Once puzzlingly dubbed by Spin as “The Death Row of Indie Rock,” Vagrant Records was co-founded by Jon Cohen and Rich Egan in 1995. The fledgling imprint’s first few years on the street saw them sans roster and their first release didn’t actually find shelves until nearly three years later, though I’ll spill more ink on that dazzler later.
The turn of the century saw their fortunes change quite literally, resulting in a quartet of still massively successful and ceaselessly influential records. Off the back of recent signees Alkaline Trio and their 2001 label debut, From Here to Infirmary, it was the flagship band the Get Up Kids that made hay of a now famous loan used to pen the all timer, Something to Write Home About.
Elsewhere, both Saves the Day’s Stay What You Are, and The Places You Have Come to Fear the Most by Dashboard Confessional found Vagrant in the unlikely position of becoming an instantly storied household name with enough cache and goodwill from the underground to top charts whilst simultaneously engaging with the ardently independent crowd.
Any of these aforementioned classics would be a sole pillar sturdy enough to cement an ironclad legacy, but Vagrant can claim ‘em all. Enough has been made of their countless merits so I needn’t regale you with well-tread tales of classics.
The label’s myriad twists and turns resulted in a wildly varied discography that gifted us, among others, an alchemical triad from long-running Thrice, the Bill Stevenson assisted, idiosyncratic self-titled album by recent headline makers The Lemonheads, The Hold Steady, and the left field pop workouts of Paul Westerberg. Most puzzling of the label’s many assorted curios was Music For Cars, an early entry from the now world beating poptimists The 1975.
I’ve assembled an equally essential grip of Vagrant releases that, to these ears, is every bit the match of their tentpole releases. While lesser lauded, they’re no less essential. Check them out if you’ve never gotten the chance.
Boxer, The Hurt Process (1998)
First up, as promised, is the inaugural release for the then still green label. 1998 saw the release of The Hurt Process by Boxer. The Boston band’s alignment with the then unknown Vagrant Records set was sadly short lived but no less rewarding. Disbanding before a sophomore effort, Boxer's sole offering is a crucial snapshot of a time before the sonic landscape changed forever.
Having caught the attention of Face to Face’s Trever Keith, whose keen ear lent production duties, the now mostly forgotten unit fished out a unique sound. The Beantown four-piece excelled at their polished blend of snotty punk a la Osker, the melodic hardcore of Lifetime, and the twee hooks of The Promise Ring. The whole thing whizzes by in a caffeinated blur and there’s nary an ounce of fat to be found.
This band that not so famously shared stages with hometown favorites The Mighty Mighty Bosstones and inadvertently helped launch Big D and The Kids Table may not be remembered, but they deserve mention for being there first and rising to the occasion with a timeless batch of songs. Though it predates the loathsome orgcore tag, fans of the gravelly sort of melodic punk peddled by The Fest or Polar Bear Club take note: The Hurt Process is a breezy, buried gem worth unearthing and polishing anew.

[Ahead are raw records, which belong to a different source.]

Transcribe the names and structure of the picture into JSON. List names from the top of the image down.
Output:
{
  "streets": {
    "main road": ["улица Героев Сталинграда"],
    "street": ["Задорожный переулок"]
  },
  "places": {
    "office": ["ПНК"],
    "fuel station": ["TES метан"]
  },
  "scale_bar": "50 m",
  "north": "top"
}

No Motiv, And the Sadness Prevails... (1999)
Another early entry from the label’s less crowded early stable, Oxnard’s No Motiv are an interesting one. Despite the band’s earnest and driving emo sound, they’ve long been associated with Nardcore. If you’re a newbie, don’t expect a band that’d have shared stages with Ill Repute or Dr. Know.
Their 1999 debut, And the Sadness Prevails..., which relatively recently celebrated two decades, is instead a wistful and lovelorn collection that opens with the stunning “Nostalgia” and never relents. It’s a grippingly melodic set of emo tunes that calls to mind everyone from Chamberlain to Fairweather.
Replete with minor chords and the sort of autumnal poetics of third wave emo, the album reaches its zenith on the The Waiting Hurt. Sadly lost to time, it’s the sort of track that deserves to be included on emo retrospectives and listicles alike.
Rocket from the Crypt, Group Sounds (2001)
You won’t catch me flipping the dial when literally anything attached to the Swami John Reis is ripping through the stereo. Perhaps most known for their Interscope Records stunner, Scream, Dracula, Scream, and its self-titled follow up, my undisputed favorite from the San Diego rockers is without a doubt their 2001 reclaiming of the throne moment, Group Sounds.
Though it was greeted with relative radio silence, the band’s Vagrant debut and first outing after getting the major label ax was an exuberant rewriting of their mission statement. Arguably their best, it’s as straightforward as their previously highest watermarks and, at times, as off-time and jagged as Drive Like Jehu.
The band, while not altogether at home on the label, redound their footing as the greatest rock and roll band on the planet. “Venom, Venom” will forever be the song that typifies the band for me and, if for some unacceptable reason, you’re unfamiliar with the band; remedy that shit immediately. Featuring paint blistering rock and roll and the only horns I ever need, Group Sounds is perfect. Now where’s a new album, John?!
Hot Rod Circuit, Reality's Coming Through (2004)
Full stop, Hot Rod Circuit’s Sorry About Tomorrow is the best album Vagrant ever released. Since the day it dropped some two decades ago, it literally hasn’t left my rotation. If only that master stroke was the subject of my admiration here.
Alas, it’s the oft-ignored follow up that finds us fast forwarding two years. A veritable lifetime of high profile tours and support slots had passed by the time, Reality’s Coming Through hit stores. I initially found the Auburn, Alabama band’s new material a bit more difficult to love. While that’s partly deserved, as the misfires here are blatant pitfalls that’d have best been avoided, it’s no longer hampered by expectation. Everything here is a bit more ambitious and “big room” baiting, but I’m at last prepared to give the band their flowers.
Adding a dash of radio rock to their already hook laden sound, the added Third Eye Blind/Goo Goo Dolls vibes suit them well. Leading with their strongest punch, “Inhabit” is an all timer and the album’s back half gets increasingly stronger as it goes. Is this a classic? Probably not, but the murk and mess of it all is sometimes what makes something so special. Then again, I’m the sort of inadvertent contrarian that’s been known to defend Green Day’s Warning ad nauseam so it’s custom built for me.
Only got an hour? Listen to Sorry About Tomorrow twice. But for the intrepid explorer, give this one a shot. It’s daringly unguarded and a glimpse into a band on the brink of breaking big or perhaps breaking up… and maybe both.